Some stuff online like Selecting with Indexing is an anti-pattern in Polars: How to parse and transform (select/filter?) a CSV that seems to require so? suggests using indexing like df["a"]
is discouraged over df.get_column("a")
. But the linked reference guide is gone now: https://pola-rs.github.io/polars-book/user-guide/howcani/selecting_data/selecting_data_indexing.html#selecting-with-indexing
So is it discouraged? What about similar to pandas pl.col.a
instead of pl.col("a")
?
For reference: You can find an old version of that page through the Wayback Machine, just keep in mind such pages may be outdated and contain no longer relevant or even correct information at times.
pl.col.name
works the same as pl.col("name")
, you can use either based on your personal preference, although for the same reasons you'll see df["col"]
being used over df.col
in pandas, you must use pl.col("column name")

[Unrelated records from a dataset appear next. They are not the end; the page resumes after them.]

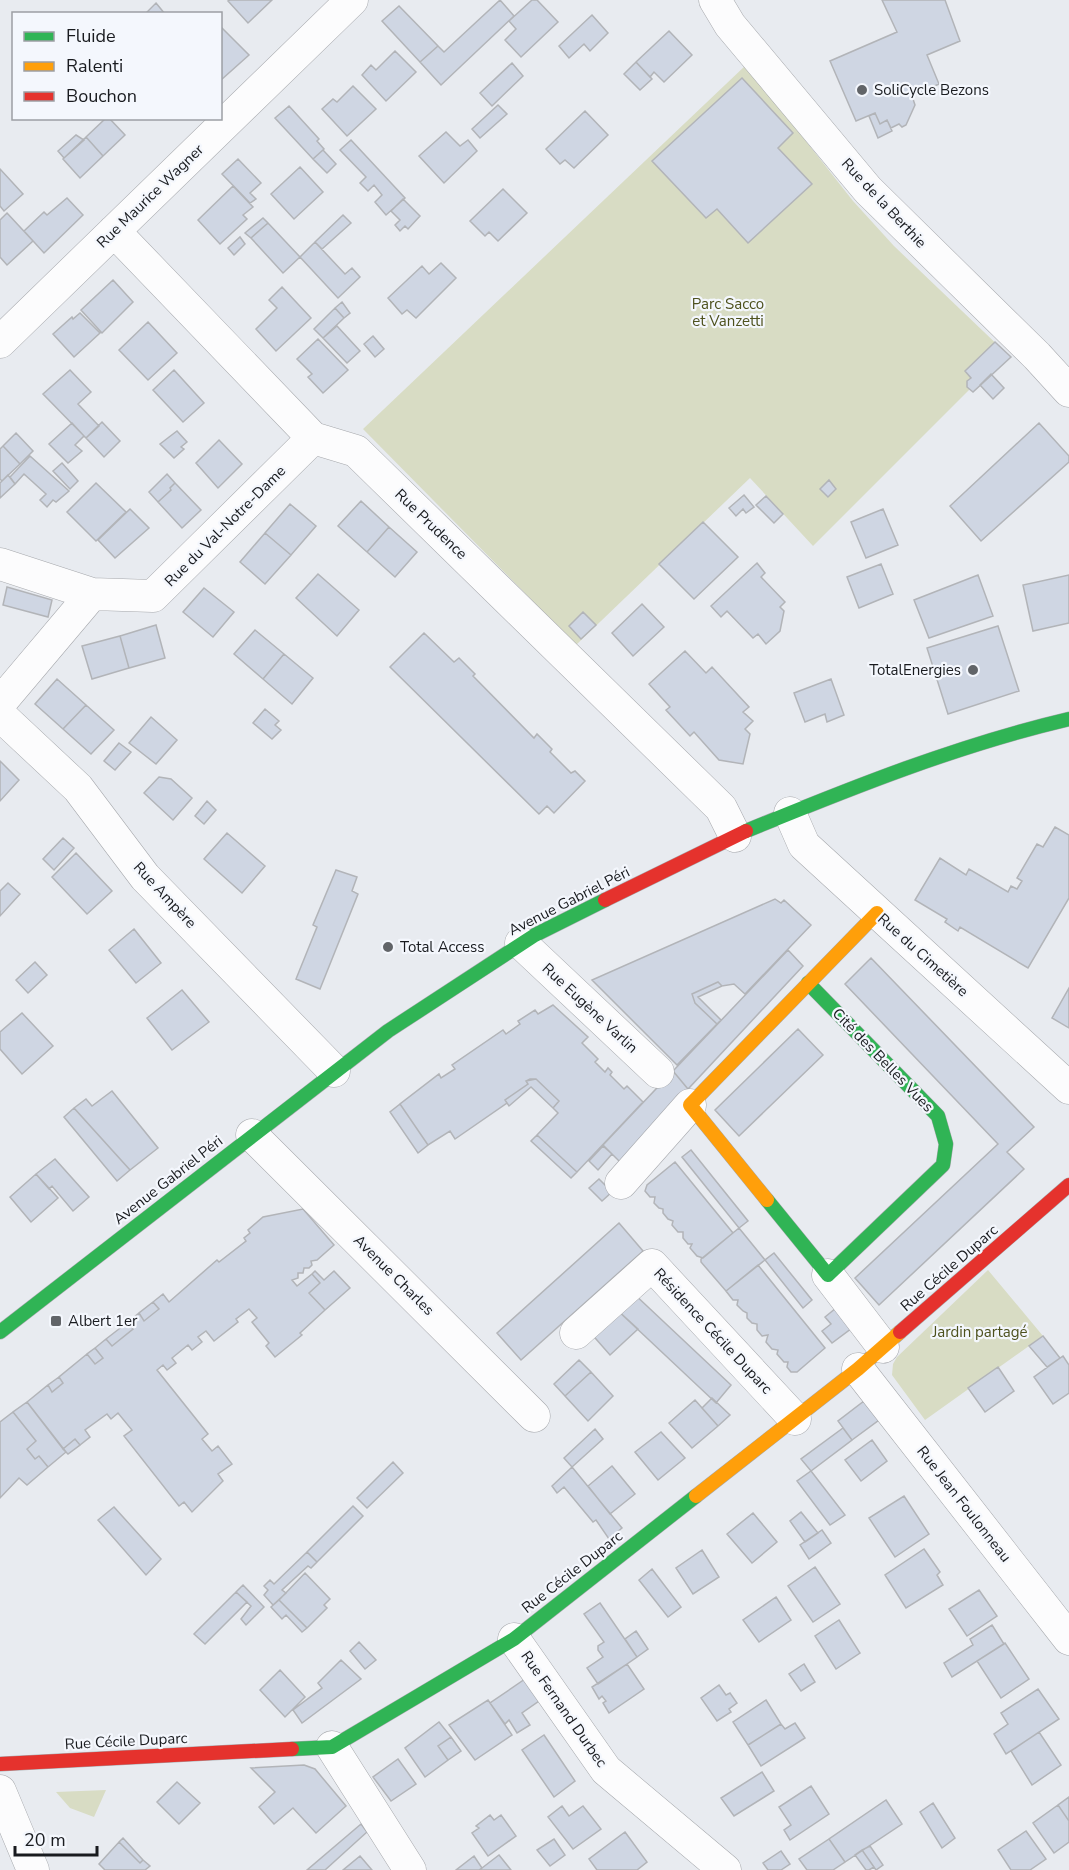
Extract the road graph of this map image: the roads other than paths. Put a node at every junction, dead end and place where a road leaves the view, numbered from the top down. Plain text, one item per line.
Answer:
1 (352, 0) edge
2 (716, 0) edge
3 (114, 231) junction
4 (0, 342) edge
5 (1069, 391) edge
6 (313, 438) junction
7 (0, 564) edge
8 (92, 594) junction
9 (0, 703) edge
10 (0, 716) edge
11 (1069, 719) edge
12 (790, 813) junction
13 (735, 836) junction
14 (877, 913) junction
15 (521, 944) junction
16 (808, 983) junction
17 (334, 1071) junction
18 (658, 1072) dead end
19 (1069, 1088) edge
20 (690, 1105) junction
21 (252, 1135) junction
22 (621, 1183) dead end
23 (1069, 1185) edge
24 (828, 1275) junction
25 (0, 1332) edge
26 (576, 1333) dead end
27 (883, 1347) junction
28 (858, 1370) junction
29 (534, 1416) dead end
30 (795, 1419) junction
31 (514, 1639) junction
32 (1069, 1639) edge
33 (332, 1747) junction
34 (0, 1764) edge
35 (0, 1791) edge
36 (33, 1870) edge
37 (410, 1870) edge
38 (725, 1870) edge

1 - 3 street, Rue Maurice Wagner
2 - 5 street, Rue de la Berthie
3 - 4 street, Rue Maurice Wagner
3 - 6 street, Rue Prudence
6 - 8 street, Rue du Val-Notre-Dame
6 - 13 street, Rue Prudence
7 - 8 street, Rue du Val-Notre-Dame
8 - 9 street
10 - 17 street, Rue Ampère
11 - 12 street, Avenue Gabriel Péri
12 - 13 street, Avenue Gabriel Péri
12 - 14 street, Rue du Cimetière
13 - 15 street, Avenue Gabriel Péri
14 - 16 street
14 - 19 street, Rue du Cimetière
15 - 17 street, Avenue Gabriel Péri
15 - 18 street, Rue Eugène Varlin
16 - 20 street
16 - 24 street, Cité des Belles Vues
17 - 21 street, Avenue Gabriel Péri
20 - 22 street
20 - 24 street
21 - 25 street, Avenue Gabriel Péri
21 - 29 street, Avenue Charles
23 - 27 street, Rue Cécile Duparc
24 - 27 street
26 - 30 street, Résidence Cécile Duparc
27 - 28 street, Rue Cécile Duparc
28 - 30 street, Rue Cécile Duparc
28 - 32 street, Rue Jean Foulonneau
30 - 31 street, Rue Cécile Duparc
31 - 33 street, Rue Cécile Duparc
31 - 38 street, Rue Fernand Durbec
33 - 34 street, Rue Cécile Duparc
33 - 37 street
35 - 36 street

if the column name is not a valid python attribute name (e.g. contains spaces), so some prefer to always use col() for consistency.
df["column"]
is directly equivalent to df.get_column("column")
(in fact, it calls get_column under the hood), so again which one you rather use is a personal preference - however, ideally you should not use either of them in first place.
To get the most out of polars, you should use the Lazy API as much as you can. You cannot use neither lf['col']
nor lf.get_column()
in Lazy mode.
Instead of extracting a series then applying operations on it, first define an expression that applies those operations then select() or filter() - remember that you can and should compose & chain expressions.